The editors of Pseudo Mag have decided that we don’t talk to each other enough, even though we meet every day and talk all the time. Through the ‘Poco Bear Letters’ column, one of us will write to the other in every issue and document the conversation on the internet as millenial postmodernity demands.


To one Poco Bear,

I don’t really remember when we started sharing books. What book was it? Who lent it to whom? Why did the person who borrowed it want to read it? Whenever it was and whatever book it was, it started a series of book lendings and borrowings that is still going on. When we decided to put up pictures of the books we were reading on social media, it was hard to tell who was reading which one at what point, even for us. That’s how much our reading lives intertwine sometimes.

At some point in these reading lives, our bookshelves became friends. Now they are sort of like silent, distant twins. They always have some of each other’s’ books in them, and also have some of the same books (from times when a book was so good, we decided we wanted to own it for ourselves as well). I like to think of our bookshelves as separate individuals both reflective of our separate personalities and experiences, that at some point started mixing in elements of each other. A lot like us.

I like to think of the journey of our books sometimes. One will sit in your shelf and catch the beautiful smell all your books have, it’ll have the grand tour of your house before that—when you leave it on the dining table, or read it on the sofa, or keep it in a stack on your window sill with all the other four or five books you’re currently reading. Then I’ll take the book with it’s distinct having-been-read feel.  It’ll come to my house, where it’ll pick up the scents here. It’ll travel with me in my bag till the time I finish it. It will have witnessed the impact it had on both of us. There will be the book that is, the book that you read, and the book that I read. There will also be the book that we talked about, which gave us new insights into the books we read, causing us to slightly modify the experience as we remember it. I love hearing you talk about a book we both loved. It heightens that book’s appeal for me. It has helped me rediscover old books and see them in a new light.

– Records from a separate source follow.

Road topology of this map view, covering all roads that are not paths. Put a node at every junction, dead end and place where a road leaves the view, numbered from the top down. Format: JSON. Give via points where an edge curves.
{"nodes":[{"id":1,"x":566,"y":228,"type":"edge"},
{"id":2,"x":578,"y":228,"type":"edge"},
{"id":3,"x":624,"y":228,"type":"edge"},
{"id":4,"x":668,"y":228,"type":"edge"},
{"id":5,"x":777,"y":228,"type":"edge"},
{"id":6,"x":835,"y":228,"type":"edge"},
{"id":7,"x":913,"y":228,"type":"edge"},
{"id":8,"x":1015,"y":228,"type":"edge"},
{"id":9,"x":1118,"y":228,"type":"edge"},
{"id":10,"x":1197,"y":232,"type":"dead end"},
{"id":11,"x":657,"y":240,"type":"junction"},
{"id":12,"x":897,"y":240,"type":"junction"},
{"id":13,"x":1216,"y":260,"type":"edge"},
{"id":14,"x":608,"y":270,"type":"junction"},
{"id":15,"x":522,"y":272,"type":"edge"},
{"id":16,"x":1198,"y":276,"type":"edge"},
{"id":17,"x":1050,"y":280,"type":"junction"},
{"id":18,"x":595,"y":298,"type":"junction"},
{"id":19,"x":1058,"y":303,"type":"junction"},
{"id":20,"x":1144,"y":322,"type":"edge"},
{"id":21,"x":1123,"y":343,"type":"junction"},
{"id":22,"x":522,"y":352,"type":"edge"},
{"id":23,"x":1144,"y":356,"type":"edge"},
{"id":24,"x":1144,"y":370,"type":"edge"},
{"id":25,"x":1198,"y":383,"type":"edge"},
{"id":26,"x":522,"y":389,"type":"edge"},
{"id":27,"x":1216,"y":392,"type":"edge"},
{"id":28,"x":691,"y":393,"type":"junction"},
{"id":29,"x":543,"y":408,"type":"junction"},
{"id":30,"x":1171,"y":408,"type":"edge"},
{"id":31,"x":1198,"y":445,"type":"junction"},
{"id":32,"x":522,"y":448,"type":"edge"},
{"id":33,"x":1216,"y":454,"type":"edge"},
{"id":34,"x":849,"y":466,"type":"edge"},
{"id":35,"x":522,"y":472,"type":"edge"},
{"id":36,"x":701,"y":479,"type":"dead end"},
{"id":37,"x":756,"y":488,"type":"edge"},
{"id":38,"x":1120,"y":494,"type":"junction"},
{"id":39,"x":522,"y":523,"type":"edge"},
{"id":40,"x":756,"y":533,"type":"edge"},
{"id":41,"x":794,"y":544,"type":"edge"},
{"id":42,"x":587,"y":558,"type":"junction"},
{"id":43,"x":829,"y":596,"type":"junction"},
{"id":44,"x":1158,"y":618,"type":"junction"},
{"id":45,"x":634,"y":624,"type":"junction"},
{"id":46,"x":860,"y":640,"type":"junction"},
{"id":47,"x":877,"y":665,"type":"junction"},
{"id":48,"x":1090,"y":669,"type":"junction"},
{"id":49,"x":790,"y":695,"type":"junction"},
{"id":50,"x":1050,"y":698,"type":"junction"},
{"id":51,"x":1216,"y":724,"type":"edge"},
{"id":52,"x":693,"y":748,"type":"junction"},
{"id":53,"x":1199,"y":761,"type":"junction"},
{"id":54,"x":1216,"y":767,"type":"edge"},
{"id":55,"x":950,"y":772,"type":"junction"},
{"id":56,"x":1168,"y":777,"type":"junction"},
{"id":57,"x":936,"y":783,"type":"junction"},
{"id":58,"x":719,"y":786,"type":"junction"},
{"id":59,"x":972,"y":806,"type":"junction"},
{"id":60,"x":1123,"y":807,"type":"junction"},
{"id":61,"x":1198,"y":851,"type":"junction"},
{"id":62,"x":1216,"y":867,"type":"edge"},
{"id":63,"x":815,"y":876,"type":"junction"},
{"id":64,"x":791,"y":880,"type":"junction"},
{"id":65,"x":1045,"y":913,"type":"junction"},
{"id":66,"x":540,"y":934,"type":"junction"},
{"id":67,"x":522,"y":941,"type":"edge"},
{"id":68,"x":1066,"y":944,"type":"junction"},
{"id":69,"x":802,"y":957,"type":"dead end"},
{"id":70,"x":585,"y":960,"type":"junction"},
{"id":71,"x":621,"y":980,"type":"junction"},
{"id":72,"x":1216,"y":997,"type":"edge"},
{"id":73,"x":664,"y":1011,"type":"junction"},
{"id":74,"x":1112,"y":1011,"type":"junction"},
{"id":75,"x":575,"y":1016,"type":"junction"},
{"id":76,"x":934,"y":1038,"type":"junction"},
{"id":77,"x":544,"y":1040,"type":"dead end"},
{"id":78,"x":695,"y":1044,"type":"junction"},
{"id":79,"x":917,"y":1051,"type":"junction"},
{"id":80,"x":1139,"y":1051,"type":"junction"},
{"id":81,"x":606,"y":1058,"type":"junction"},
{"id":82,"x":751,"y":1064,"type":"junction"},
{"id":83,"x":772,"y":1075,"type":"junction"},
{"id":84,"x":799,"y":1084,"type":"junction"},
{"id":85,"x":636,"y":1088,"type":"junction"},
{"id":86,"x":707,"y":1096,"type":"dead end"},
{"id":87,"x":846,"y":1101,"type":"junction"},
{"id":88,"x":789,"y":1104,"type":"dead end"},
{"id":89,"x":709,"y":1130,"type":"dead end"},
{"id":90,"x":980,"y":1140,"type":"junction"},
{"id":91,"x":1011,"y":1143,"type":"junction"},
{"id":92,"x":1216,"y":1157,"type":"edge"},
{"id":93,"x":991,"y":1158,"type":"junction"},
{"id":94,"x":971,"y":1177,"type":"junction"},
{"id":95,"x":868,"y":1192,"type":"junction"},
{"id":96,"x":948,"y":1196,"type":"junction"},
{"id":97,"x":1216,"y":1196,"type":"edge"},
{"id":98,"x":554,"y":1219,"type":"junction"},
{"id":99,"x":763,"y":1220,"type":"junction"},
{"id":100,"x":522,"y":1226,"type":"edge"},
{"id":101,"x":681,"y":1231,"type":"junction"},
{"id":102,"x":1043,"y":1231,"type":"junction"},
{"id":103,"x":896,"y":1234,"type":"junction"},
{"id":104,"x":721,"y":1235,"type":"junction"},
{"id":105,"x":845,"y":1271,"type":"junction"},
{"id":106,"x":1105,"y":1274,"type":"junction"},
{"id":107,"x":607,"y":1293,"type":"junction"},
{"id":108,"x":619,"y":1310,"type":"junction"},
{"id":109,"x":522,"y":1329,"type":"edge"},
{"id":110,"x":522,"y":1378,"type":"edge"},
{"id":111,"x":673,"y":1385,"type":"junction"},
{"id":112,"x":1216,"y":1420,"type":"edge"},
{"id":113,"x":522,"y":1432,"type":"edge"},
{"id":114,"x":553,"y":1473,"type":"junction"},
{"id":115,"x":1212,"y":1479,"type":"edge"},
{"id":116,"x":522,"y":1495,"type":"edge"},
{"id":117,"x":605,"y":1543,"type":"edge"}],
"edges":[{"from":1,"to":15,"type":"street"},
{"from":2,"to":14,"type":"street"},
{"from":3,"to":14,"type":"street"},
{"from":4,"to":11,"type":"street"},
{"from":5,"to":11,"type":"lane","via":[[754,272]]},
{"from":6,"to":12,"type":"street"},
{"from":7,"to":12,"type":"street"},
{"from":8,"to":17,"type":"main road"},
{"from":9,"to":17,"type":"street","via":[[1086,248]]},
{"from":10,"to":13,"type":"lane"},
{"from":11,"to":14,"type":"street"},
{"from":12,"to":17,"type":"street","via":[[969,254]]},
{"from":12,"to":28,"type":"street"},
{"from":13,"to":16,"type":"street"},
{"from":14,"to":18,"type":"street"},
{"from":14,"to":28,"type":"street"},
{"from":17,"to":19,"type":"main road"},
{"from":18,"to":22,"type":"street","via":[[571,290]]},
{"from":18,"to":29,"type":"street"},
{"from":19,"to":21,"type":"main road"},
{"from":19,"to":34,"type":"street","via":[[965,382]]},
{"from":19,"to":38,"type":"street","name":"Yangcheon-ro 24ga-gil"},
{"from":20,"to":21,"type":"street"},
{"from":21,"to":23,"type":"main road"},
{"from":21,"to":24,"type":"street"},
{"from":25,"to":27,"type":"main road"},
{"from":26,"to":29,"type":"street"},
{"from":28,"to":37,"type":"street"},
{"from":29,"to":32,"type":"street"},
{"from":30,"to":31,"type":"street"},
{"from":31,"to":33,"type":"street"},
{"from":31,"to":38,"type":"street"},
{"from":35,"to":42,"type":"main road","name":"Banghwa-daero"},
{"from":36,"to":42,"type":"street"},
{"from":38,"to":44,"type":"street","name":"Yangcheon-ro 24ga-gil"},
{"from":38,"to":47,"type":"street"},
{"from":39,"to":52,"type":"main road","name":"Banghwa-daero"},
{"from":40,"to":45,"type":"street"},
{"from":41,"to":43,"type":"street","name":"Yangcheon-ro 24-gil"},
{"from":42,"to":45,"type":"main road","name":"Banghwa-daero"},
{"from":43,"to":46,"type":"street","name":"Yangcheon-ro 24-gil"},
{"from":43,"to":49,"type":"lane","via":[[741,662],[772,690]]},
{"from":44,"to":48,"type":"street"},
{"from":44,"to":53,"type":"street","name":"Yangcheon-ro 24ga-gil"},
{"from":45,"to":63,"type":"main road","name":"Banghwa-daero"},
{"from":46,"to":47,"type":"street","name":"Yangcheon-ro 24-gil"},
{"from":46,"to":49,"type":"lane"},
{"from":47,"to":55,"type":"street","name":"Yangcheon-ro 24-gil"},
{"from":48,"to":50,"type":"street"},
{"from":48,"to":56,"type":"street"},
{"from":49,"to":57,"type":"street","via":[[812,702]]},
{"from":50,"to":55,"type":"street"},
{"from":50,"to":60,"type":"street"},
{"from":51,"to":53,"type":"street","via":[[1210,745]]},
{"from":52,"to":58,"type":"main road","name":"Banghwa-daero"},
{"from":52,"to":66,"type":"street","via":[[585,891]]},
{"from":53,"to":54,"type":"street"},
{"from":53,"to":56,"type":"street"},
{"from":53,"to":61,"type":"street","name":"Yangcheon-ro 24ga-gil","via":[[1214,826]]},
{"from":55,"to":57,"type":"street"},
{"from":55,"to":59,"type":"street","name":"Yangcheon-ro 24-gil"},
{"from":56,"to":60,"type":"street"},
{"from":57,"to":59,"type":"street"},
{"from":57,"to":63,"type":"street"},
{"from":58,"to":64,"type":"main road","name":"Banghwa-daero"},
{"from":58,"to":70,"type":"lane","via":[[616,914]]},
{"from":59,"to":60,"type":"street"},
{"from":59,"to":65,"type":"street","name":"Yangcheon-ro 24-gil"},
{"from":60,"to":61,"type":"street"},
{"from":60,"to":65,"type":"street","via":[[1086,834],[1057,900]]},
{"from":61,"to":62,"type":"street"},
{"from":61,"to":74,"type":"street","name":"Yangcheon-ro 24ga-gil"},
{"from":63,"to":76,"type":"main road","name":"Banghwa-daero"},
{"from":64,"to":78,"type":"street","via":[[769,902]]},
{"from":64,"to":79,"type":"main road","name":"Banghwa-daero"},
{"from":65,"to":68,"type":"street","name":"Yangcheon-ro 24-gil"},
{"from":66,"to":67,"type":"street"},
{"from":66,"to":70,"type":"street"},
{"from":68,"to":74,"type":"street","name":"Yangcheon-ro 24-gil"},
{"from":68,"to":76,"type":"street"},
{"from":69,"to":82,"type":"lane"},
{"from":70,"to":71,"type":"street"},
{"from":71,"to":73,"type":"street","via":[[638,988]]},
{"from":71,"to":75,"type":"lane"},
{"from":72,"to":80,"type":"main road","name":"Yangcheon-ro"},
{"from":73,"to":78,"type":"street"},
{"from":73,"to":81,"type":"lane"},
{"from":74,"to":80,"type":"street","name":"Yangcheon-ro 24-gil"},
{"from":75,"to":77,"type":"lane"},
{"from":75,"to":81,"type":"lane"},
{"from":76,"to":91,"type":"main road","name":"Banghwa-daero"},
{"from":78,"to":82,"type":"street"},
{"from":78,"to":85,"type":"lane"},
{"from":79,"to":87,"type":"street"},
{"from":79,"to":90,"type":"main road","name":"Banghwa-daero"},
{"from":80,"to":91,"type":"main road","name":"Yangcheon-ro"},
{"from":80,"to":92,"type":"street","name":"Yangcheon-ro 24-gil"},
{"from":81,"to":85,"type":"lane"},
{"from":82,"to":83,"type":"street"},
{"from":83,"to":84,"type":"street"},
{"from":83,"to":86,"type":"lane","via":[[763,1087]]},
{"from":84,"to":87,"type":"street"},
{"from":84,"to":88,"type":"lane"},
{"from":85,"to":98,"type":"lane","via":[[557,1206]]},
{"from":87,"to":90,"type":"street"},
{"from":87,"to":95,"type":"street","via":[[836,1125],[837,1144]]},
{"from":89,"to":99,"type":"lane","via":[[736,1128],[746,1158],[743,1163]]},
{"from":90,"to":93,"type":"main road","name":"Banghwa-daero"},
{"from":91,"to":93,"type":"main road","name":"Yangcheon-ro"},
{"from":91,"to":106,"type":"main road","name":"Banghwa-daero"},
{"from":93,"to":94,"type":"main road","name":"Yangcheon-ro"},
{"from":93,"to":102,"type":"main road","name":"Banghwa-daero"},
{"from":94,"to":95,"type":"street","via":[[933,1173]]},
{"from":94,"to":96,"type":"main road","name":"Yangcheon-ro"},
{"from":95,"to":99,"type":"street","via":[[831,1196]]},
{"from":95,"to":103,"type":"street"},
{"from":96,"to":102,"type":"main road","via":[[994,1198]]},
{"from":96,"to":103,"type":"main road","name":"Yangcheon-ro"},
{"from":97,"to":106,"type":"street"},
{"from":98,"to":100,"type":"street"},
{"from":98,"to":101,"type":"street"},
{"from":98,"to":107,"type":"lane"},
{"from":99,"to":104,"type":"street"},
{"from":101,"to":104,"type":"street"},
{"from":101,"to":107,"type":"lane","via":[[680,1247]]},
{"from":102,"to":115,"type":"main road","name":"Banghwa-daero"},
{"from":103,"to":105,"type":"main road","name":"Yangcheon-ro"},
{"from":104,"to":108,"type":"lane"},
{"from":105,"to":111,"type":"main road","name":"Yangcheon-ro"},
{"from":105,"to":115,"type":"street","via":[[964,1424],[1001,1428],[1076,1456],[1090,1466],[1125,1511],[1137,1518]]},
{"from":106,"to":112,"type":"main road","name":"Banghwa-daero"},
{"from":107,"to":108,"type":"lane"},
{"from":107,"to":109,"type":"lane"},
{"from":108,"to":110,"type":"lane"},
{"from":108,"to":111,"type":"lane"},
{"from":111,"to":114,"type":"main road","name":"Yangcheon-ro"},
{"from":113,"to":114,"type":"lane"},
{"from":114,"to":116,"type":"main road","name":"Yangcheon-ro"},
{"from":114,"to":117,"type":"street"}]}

Then you came up with your idea of co-buying a book. “It was simple”, you said, “we split the cost, and share the book.” The book would be like a child of divorce with two loving homes. (You would never put it like that of course. That’s just my take) You loved the idea for it’s “Amanda Palmer-iness”. Our entire circle of friends caught on to this idea, and we all started co-buying books. Sometimes, when we were low on cash, sometimes just because the idea of owning a book together is a warm, lovely idea. The two of us, though, have never co-bought a book. I think it is because we have an unspoken understanding that pretty much all of our books are co-bought. We have license to borrow them anytime, keep them indefinitely, fill them with highlights and marginalia. I never know who highlighted what when I open a book we’ve both read.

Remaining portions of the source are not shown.